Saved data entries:
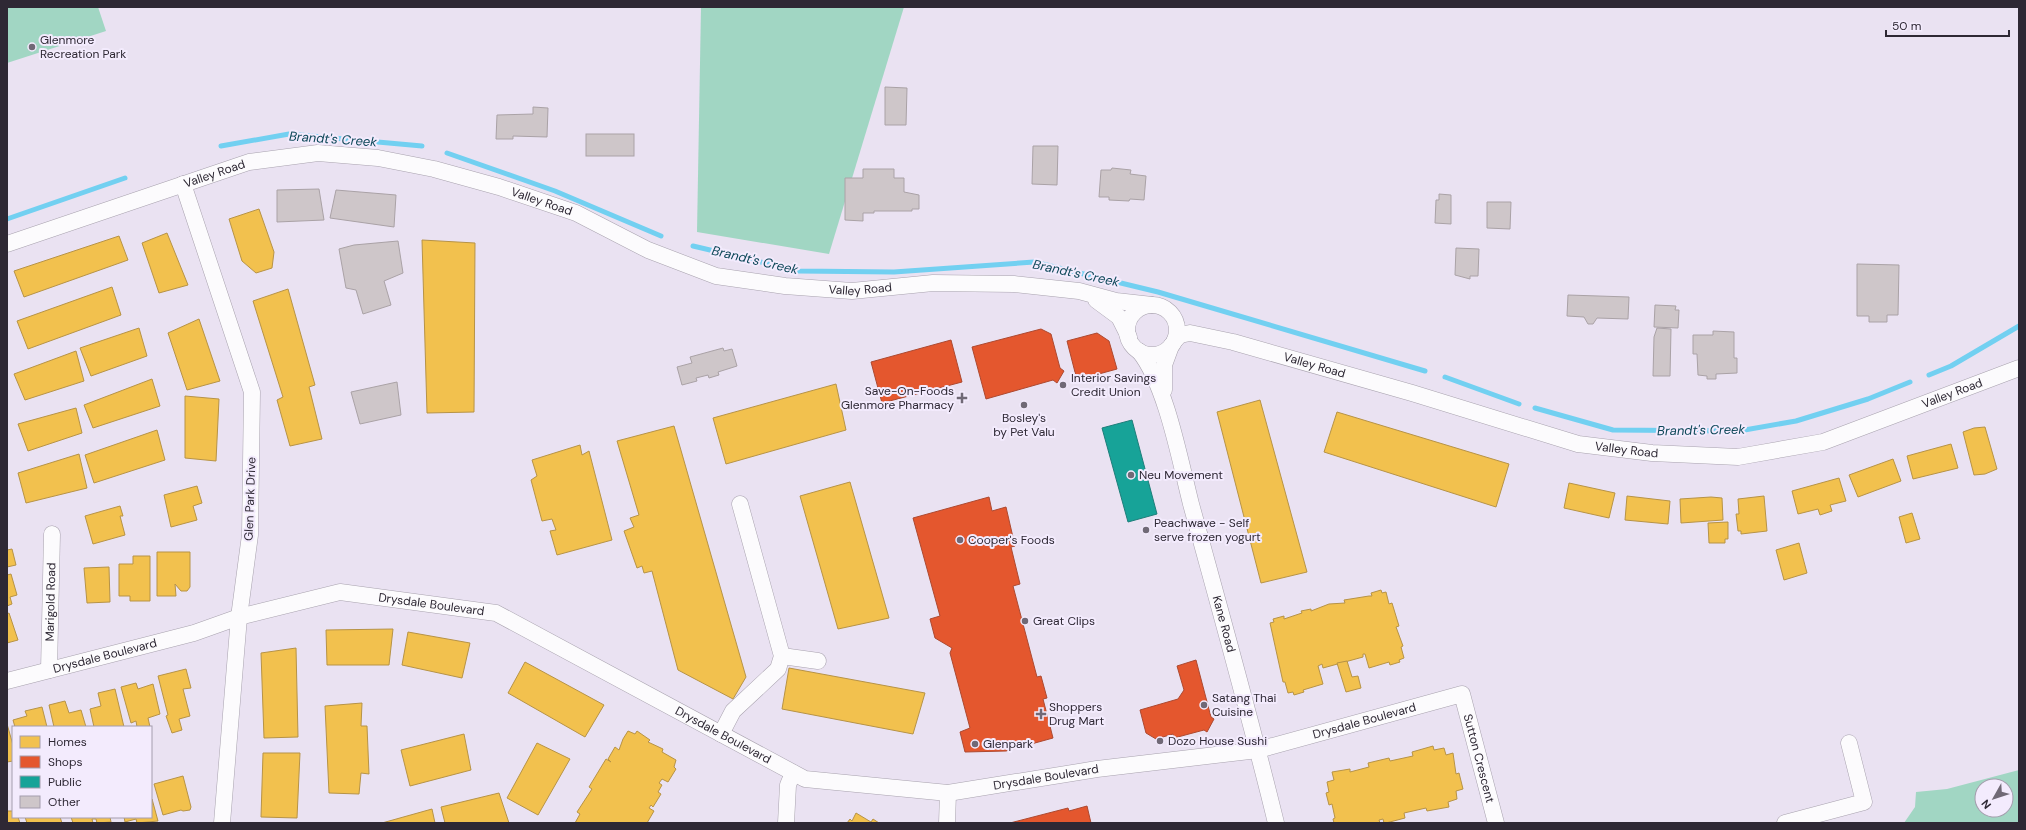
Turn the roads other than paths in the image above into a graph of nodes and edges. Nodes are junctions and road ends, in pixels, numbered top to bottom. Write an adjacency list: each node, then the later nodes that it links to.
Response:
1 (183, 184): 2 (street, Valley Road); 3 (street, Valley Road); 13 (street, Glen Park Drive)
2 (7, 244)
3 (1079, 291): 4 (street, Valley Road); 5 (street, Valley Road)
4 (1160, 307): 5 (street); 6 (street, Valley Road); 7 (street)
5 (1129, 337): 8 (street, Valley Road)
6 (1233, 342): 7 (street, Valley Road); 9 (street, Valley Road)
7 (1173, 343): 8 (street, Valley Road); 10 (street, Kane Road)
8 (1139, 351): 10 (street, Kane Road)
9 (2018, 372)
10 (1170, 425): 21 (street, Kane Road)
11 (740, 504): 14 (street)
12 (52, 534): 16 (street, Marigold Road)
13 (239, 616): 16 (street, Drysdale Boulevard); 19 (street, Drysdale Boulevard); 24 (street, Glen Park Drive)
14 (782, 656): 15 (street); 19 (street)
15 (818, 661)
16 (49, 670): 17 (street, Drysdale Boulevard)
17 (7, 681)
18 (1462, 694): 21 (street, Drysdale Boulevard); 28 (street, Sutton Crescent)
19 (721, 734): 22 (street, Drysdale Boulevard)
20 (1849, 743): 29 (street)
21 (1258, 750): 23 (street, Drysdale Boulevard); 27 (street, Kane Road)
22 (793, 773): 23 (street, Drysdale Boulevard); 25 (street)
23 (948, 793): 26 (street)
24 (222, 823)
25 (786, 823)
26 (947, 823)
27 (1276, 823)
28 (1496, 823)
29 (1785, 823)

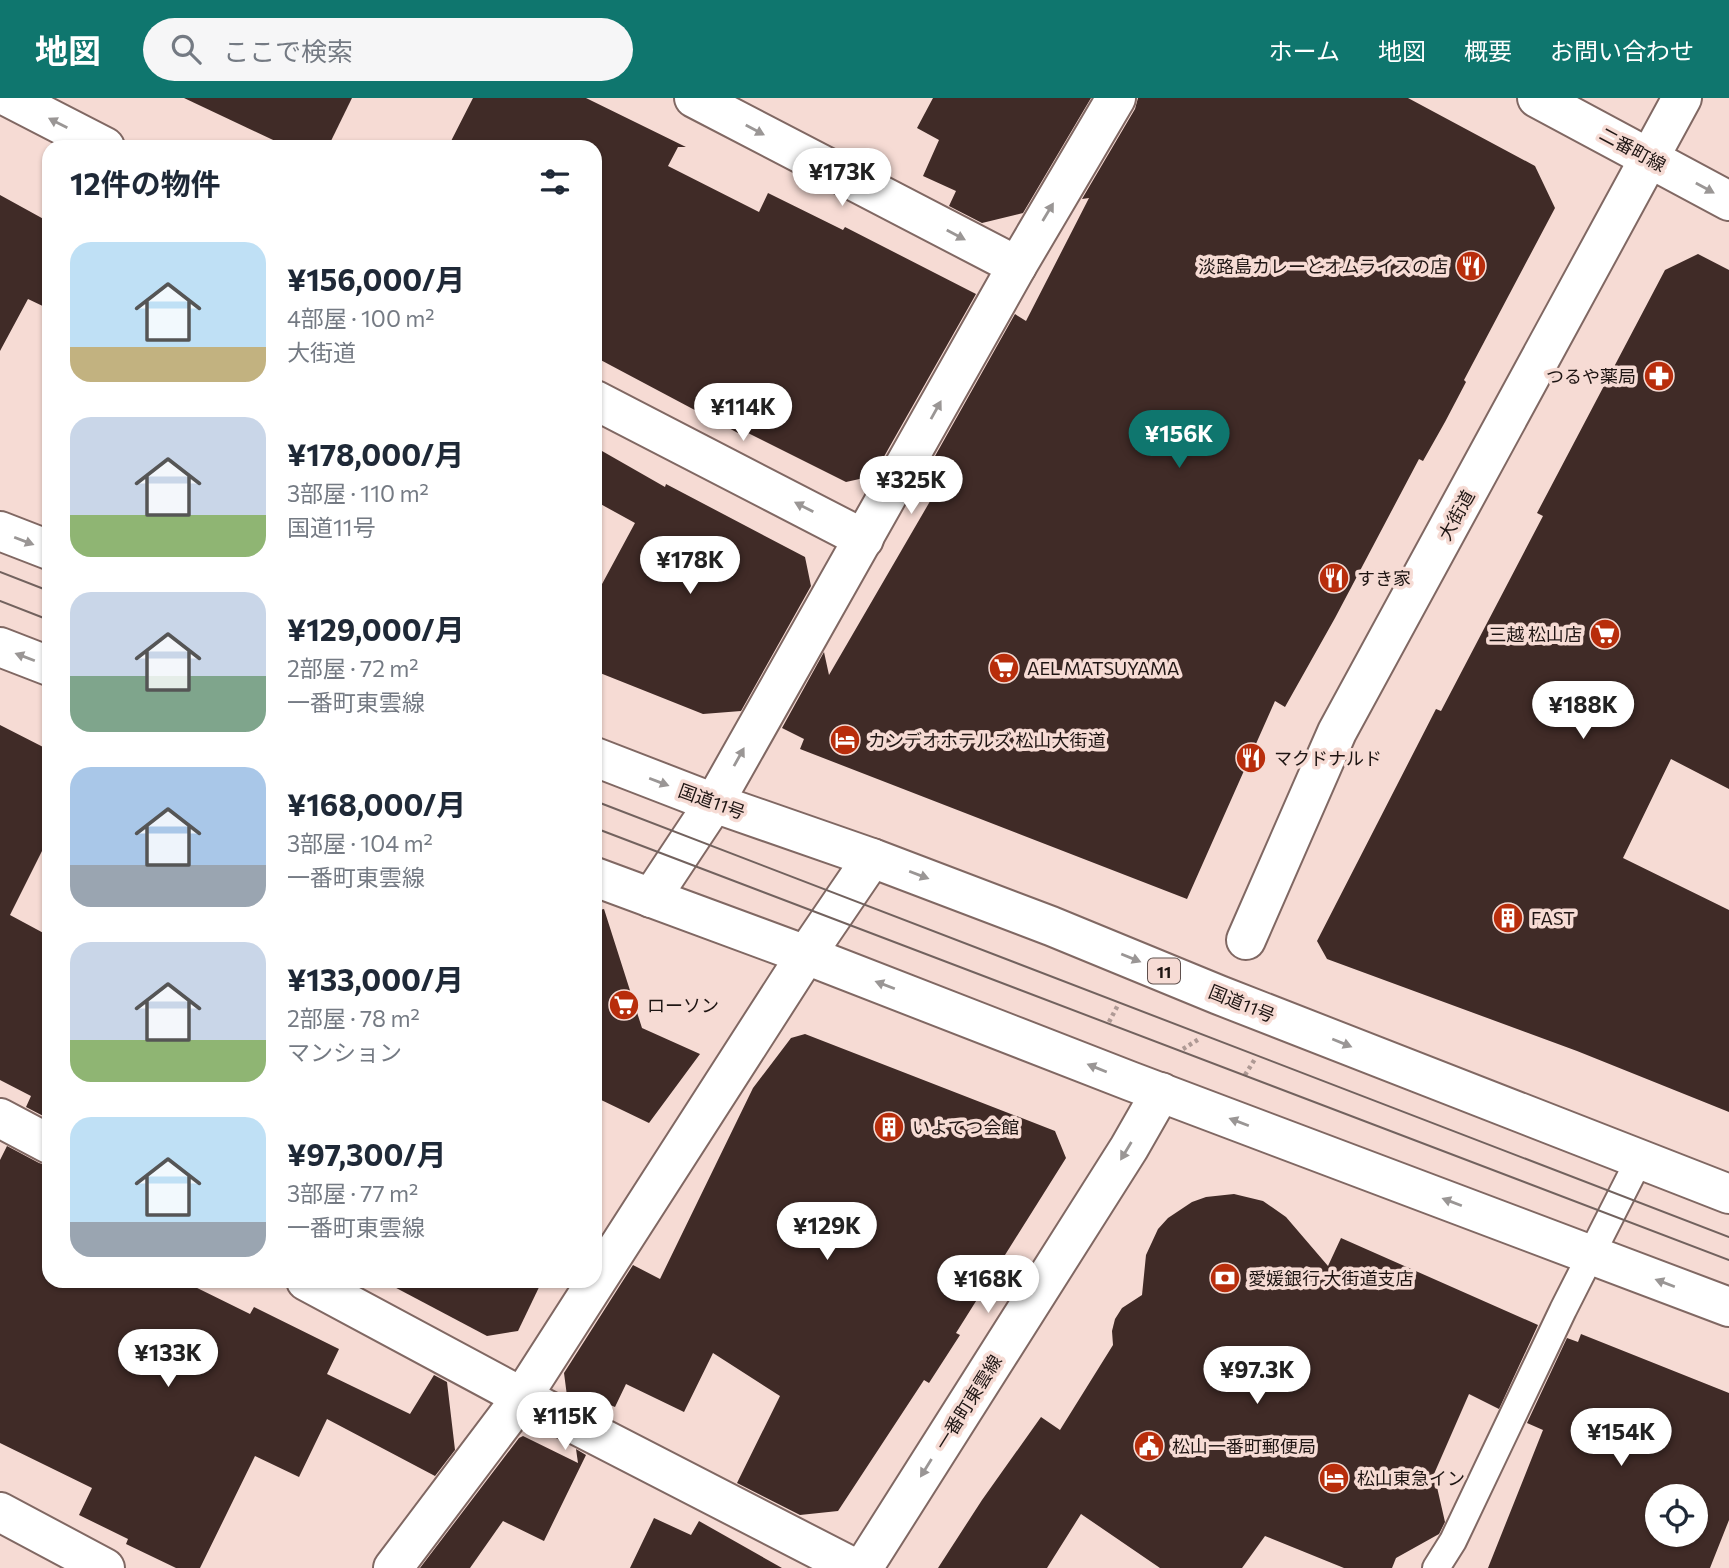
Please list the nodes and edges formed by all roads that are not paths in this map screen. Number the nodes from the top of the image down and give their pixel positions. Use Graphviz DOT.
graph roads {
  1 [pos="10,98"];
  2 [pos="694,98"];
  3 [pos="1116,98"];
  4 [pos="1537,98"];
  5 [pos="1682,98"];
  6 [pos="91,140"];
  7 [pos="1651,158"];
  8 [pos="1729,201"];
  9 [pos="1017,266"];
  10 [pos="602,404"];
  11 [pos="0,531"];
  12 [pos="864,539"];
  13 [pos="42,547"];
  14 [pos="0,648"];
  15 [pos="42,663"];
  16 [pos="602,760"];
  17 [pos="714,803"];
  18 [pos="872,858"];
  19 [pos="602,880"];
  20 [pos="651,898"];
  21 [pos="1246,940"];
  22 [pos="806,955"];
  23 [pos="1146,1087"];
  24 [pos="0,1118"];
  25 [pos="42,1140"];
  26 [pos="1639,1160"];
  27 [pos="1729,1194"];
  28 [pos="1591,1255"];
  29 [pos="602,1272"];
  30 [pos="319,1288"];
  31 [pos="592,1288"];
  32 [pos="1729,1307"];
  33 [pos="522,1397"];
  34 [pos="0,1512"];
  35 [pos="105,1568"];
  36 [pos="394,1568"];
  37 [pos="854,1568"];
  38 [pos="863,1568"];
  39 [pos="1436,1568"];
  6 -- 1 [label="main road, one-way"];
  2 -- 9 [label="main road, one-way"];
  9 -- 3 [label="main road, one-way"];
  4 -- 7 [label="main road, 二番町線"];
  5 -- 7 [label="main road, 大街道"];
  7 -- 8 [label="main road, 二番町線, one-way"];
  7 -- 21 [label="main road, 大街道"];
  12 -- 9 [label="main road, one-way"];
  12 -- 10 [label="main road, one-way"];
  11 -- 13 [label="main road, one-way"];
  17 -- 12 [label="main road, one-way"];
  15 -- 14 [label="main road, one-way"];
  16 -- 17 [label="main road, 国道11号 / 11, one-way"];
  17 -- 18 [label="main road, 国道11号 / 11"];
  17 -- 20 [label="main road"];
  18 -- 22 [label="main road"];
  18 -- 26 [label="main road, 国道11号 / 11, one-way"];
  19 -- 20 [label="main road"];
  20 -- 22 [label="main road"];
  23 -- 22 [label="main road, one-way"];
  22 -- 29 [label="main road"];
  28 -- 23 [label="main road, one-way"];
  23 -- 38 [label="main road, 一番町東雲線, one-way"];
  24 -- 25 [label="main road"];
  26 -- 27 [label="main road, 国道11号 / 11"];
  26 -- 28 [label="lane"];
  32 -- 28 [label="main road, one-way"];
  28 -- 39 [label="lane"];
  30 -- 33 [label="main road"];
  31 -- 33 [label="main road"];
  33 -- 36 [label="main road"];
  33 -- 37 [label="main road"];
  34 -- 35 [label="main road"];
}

WHAT THIS TASK INVOLVES: Report only the number of lines in the data above that contain "list".

TASK RESPONSE: 2